The uncertainty principle describes states, not measurements. This means that if you produce a state with completely certain momentum then the state has completely uncertain position. You can measure the position and momentum to arbitrary precision and the momentum will always be the same but the position will be all over.

I don't understand how this resolves my original question? Please elaborate. Thanks.

 

[PeroK]

I don't have this book. Please be so kind as to give a brief summary of how this relates to my question. Thanks.

The answer is no, quantum objects cannot violate SR (Special Relativity).

If you naively assume basic QM then you can create violations of SR. That's what is presented in the QFT book I mentioned. That indicates that basic QM must be upgraded to a more sophisticated theory that is compatible with SR. That's where QFT (Quantum Field Theory) comes in.

 

[PeterDonis]

We know that both momentum and position can not be known precisely simultaneously. The more precisely momentum is known means position is more uncertain. In fact, as I understand quantum mechanics, position probability never extends to 0% anywhere in the universe (except at infinity) for any quantum object whose momentum is known ... to some degree (but not precisely). This means the objects position could be anywhere, even for example, a billion light years from the position at which the momentum measurement was made (of course with increasingly lower probability). But if the object actually ended up, a billion light years away, wouldn’t that violate special relativity? The object would seemingly have traveled 1 billion light years away from the momentum measurement event in no time at all. How is that possible without violating the speed of light as the fastest speed anything can travel?

All of this is based on a model of "objects" that "move". But relativistic QM, i.e., quantum field theory, is not a theory of "objects". It's a theory of quantum fields. What we normally think of as "objects" are just particular states of quantum fields, and what we normally think of as "motion" is a particular kind of distribution of quantum field states in spacetime.

In other words, in order to understand relativistic QM, you have to change your fundamental model of what your theory is a theory of.

 

[PeterDonis]

the speed of light as the fastest speed anything can travel?

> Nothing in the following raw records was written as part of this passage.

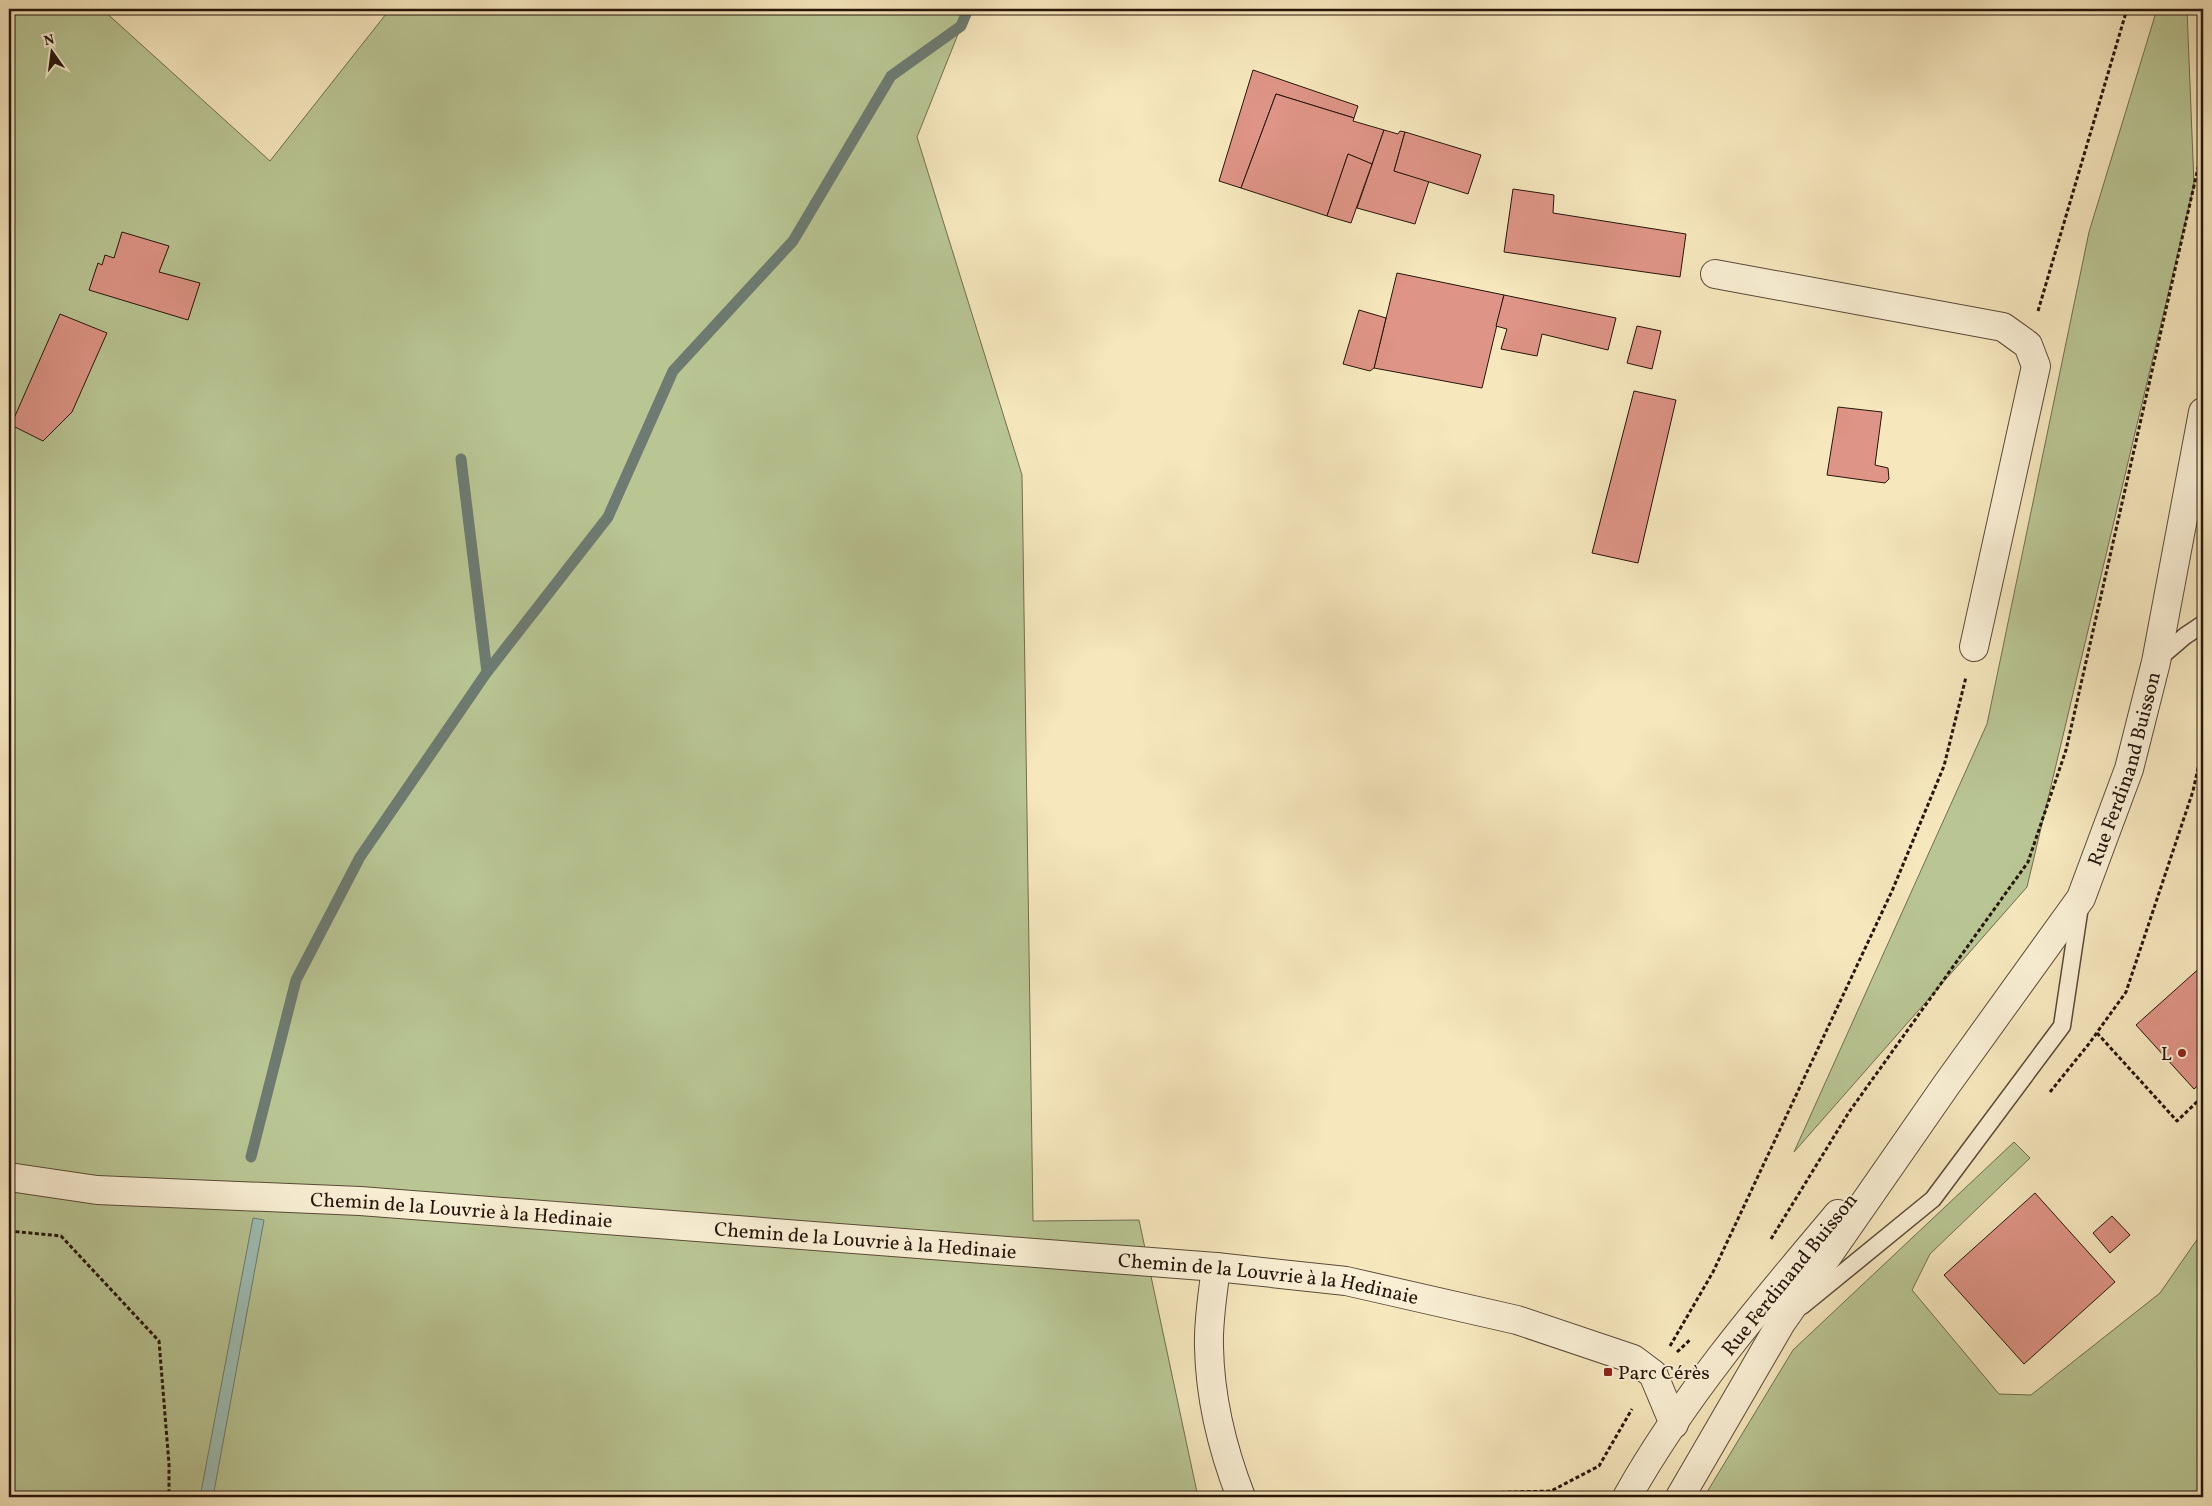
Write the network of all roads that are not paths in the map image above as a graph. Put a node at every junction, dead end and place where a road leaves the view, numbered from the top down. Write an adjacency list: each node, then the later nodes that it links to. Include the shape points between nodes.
1 (1715, 274): 4 (street, via 2003,327 2028,345 2036,366)
2 (2203, 412): 5 (street, Rue Ferdinand Buisson)
3 (2203, 624): 5 (lane)
4 (1974, 647)
5 (2156, 662): 6 (street, Rue Ferdinand Buisson, via 2129,769)
6 (2081, 898): 7 (street, Rue Ferdinand Buisson); 10 (lane, via 2062,1026 1933,1199)
7 (1946, 1084): 10 (street, Rue Ferdinand Buisson); 11 (street, Rue Ferdinand Buisson, via 1713,1365)
8 (9, 1177): 9 (street, Chemin de la Louvrie à la Hedinaie, via 98,1190 360,1202)
9 (1216, 1266): 11 (street, Chemin de la Louvrie à la Hedinaie, via 1346,1281 1517,1320 1633,1359 1653,1374); 12 (street, via 1209,1346 1213,1408 1226,1460)
10 (1781, 1323): 14 (street, Rue Ferdinand Buisson)
11 (1674, 1424): 13 (street, Rue Ferdinand Buisson)
12 (1241, 1497)
13 (1627, 1497)
14 (1680, 1497)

It's worth noting that the "causality" limitation in SR--which is normally stated as "nothing can move faster than light"--is somewhat different in QFT. In QFT, as noted in my previous post, we don't actually have "objects" that "move" in the same sense as in classical SR. The QFT "causality" condition is simply that measurements of quantum fields at spacelike separated events must commute--i.e., their results cannot depend on the order in which they are made. This makes sense because if two events are spacelike separated, their ordering is frame-dependent, and physical observables should not depend on something that is frame-dependent.

 

[andresB]

I don't have access to this volume. Perhaps you could give a brief summary and explanation? Thanks.

Luckily, you can read it for free in the preview in the amazon page https://www.amazon.com/dp/0750633719/?tag=pfamazon01-20

 

[Dale]

I don't understand how this resolves my original question? Please elaborate. Thanks.

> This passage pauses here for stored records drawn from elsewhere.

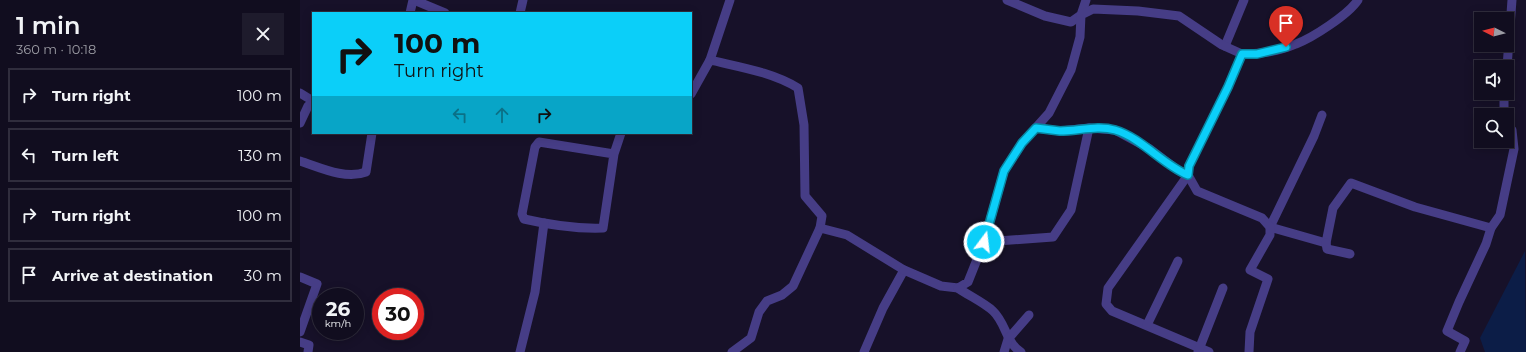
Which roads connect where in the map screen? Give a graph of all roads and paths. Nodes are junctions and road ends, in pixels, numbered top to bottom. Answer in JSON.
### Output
{"nodes":[{"id":1,"x":414,"y":0,"type":"edge"},
{"id":2,"x":523,"y":0,"type":"edge"},
{"id":3,"x":730,"y":0,"type":"edge"},
{"id":4,"x":1008,"y":0,"type":"edge"},
{"id":5,"x":1086,"y":0,"type":"edge"},
{"id":6,"x":1244,"y":0,"type":"edge"},
{"id":7,"x":1358,"y":0,"type":"edge"},
{"id":8,"x":1512,"y":0,"type":"edge"},
{"id":9,"x":410,"y":12,"type":"edge"},
{"id":10,"x":443,"y":12,"type":"edge"},
{"id":11,"x":520,"y":12,"type":"edge"},
{"id":12,"x":1081,"y":14,"type":"junction"},
{"id":13,"x":1225,"y":46,"type":"junction"},
{"id":14,"x":1242,"y":54,"type":"junction"},
{"id":15,"x":710,"y":60,"type":"junction"},
{"id":16,"x":1508,"y":60,"type":"edge"},
{"id":17,"x":692,"y":92,"type":"edge"},
{"id":18,"x":300,"y":93,"type":"edge"},
{"id":19,"x":312,"y":100,"type":"edge"},
{"id":20,"x":312,"y":102,"type":"edge"},
{"id":21,"x":1322,"y":115,"type":"dead end"},
{"id":22,"x":300,"y":123,"type":"edge"},
{"id":23,"x":1036,"y":128,"type":"junction"},
{"id":24,"x":1089,"y":128,"type":"junction"},
{"id":25,"x":372,"y":134,"type":"edge"},
{"id":26,"x":621,"y":134,"type":"edge"},
{"id":27,"x":1514,"y":148,"type":"edge"},
{"id":28,"x":614,"y":154,"type":"junction"},
{"id":29,"x":300,"y":161,"type":"edge"},
{"id":30,"x":1188,"y":175,"type":"junction"},
{"id":31,"x":544,"y":224,"type":"junction"},
{"id":32,"x":1270,"y":227,"type":"junction"},
{"id":33,"x":820,"y":228,"type":"junction"},
{"id":34,"x":1491,"y":228,"type":"junction"},
{"id":35,"x":984,"y":242,"type":"junction"},
{"id":36,"x":1326,"y":243,"type":"junction"},
{"id":37,"x":1350,"y":254,"type":"dead end"},
{"id":38,"x":1178,"y":261,"type":"dead end"},
{"id":39,"x":904,"y":270,"type":"junction"},
{"id":40,"x":300,"y":278,"type":"edge"},
{"id":41,"x":958,"y":288,"type":"junction"},
{"id":42,"x":1222,"y":288,"type":"dead end"},
{"id":43,"x":1029,"y":315,"type":"dead end"},
{"id":44,"x":1147,"y":325,"type":"junction"},
{"id":45,"x":300,"y":332,"type":"edge"},
{"id":46,"x":1008,"y":339,"type":"junction"},
{"id":47,"x":300,"y":342,"type":"edge"},
{"id":48,"x":1198,"y":350,"type":"edge"},
{"id":49,"x":308,"y":352,"type":"edge"},
{"id":50,"x":520,"y":352,"type":"edge"},
{"id":51,"x":732,"y":352,"type":"edge"},
{"id":52,"x":864,"y":352,"type":"edge"},
{"id":53,"x":1004,"y":352,"type":"edge"},
{"id":54,"x":1022,"y":352,"type":"edge"},
{"id":55,"x":1209,"y":352,"type":"edge"},
{"id":56,"x":1249,"y":352,"type":"edge"},
{"id":57,"x":1460,"y":352,"type":"edge"}],
"edges":[{"from":1,"to":9,"type":"street"},
{"from":1,"to":10,"type":"street"},
{"from":2,"to":11,"type":"street"},
{"from":3,"to":15,"type":"street"},
{"from":4,"to":12,"type":"street"},
{"from":5,"to":12,"type":"street"},
{"from":6,"to":13,"type":"street"},
{"from":7,"to":14,"type":"street"},
{"from":8,"to":16,"type":"street"},
{"from":12,"to":13,"type":"street"},
{"from":12,"to":23,"type":"street"},
{"from":13,"to":14,"type":"street"},
{"from":14,"to":30,"type":"street"},
{"from":15,"to":17,"type":"street"},
{"from":15,"to":33,"type":"street"},
{"from":18,"to":19,"type":"street"},
{"from":20,"to":22,"type":"street"},
{"from":21,"to":32,"type":"street"},
{"from":23,"to":24,"type":"street"},
{"from":23,"to":35,"type":"street"},
{"from":24,"to":30,"type":"street"},
{"from":24,"to":35,"type":"street"},
{"from":25,"to":29,"type":"street"},
{"from":26,"to":28,"type":"street"},
{"from":27,"to":34,"type":"street"},
{"from":28,"to":31,"type":"street"},
{"from":28,"to":31,"type":"street"},
{"from":30,"to":32,"type":"street"},
{"from":30,"to":44,"type":"street"},
{"from":31,"to":50,"type":"street"},
{"from":32,"to":36,"type":"street"},
{"from":32,"to":56,"type":"street"},
{"from":33,"to":39,"type":"street"},
{"from":33,"to":51,"type":"street"},
{"from":34,"to":36,"type":"street"},
{"from":34,"to":57,"type":"street"},
{"from":35,"to":41,"type":"street"},
{"from":36,"to":37,"type":"street"},
{"from":38,"to":44,"type":"street"},
{"from":39,"to":41,"type":"street"},
{"from":39,"to":52,"type":"street"},
{"from":40,"to":45,"type":"street"},
{"from":41,"to":46,"type":"street"},
{"from":42,"to":48,"type":"street"},
{"from":43,"to":46,"type":"street"},
{"from":44,"to":48,"type":"street"},
{"from":46,"to":53,"type":"street"},
{"from":46,"to":54,"type":"street"},
{"from":47,"to":49,"type":"street"},
{"from":48,"to":55,"type":"street"}]}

Your analysis used the wrong version of QM. You need to use quantum field theorem. There is no possible way to get a violation of SR with QFT since SR is built into the theory from the foundation.

 

[vanhees71]

The most concise explanation of this issue can be found in

S. Weinberg, The Quantum Theory of Fields, Vol. 1, CUP (1995)

There the necessity for the microcausality condition and the related properties like the unitarity and Poincare covariance of the S-matrix elements and the cluster-decomposition principles are very clearly explained in a modern no-nonsense way.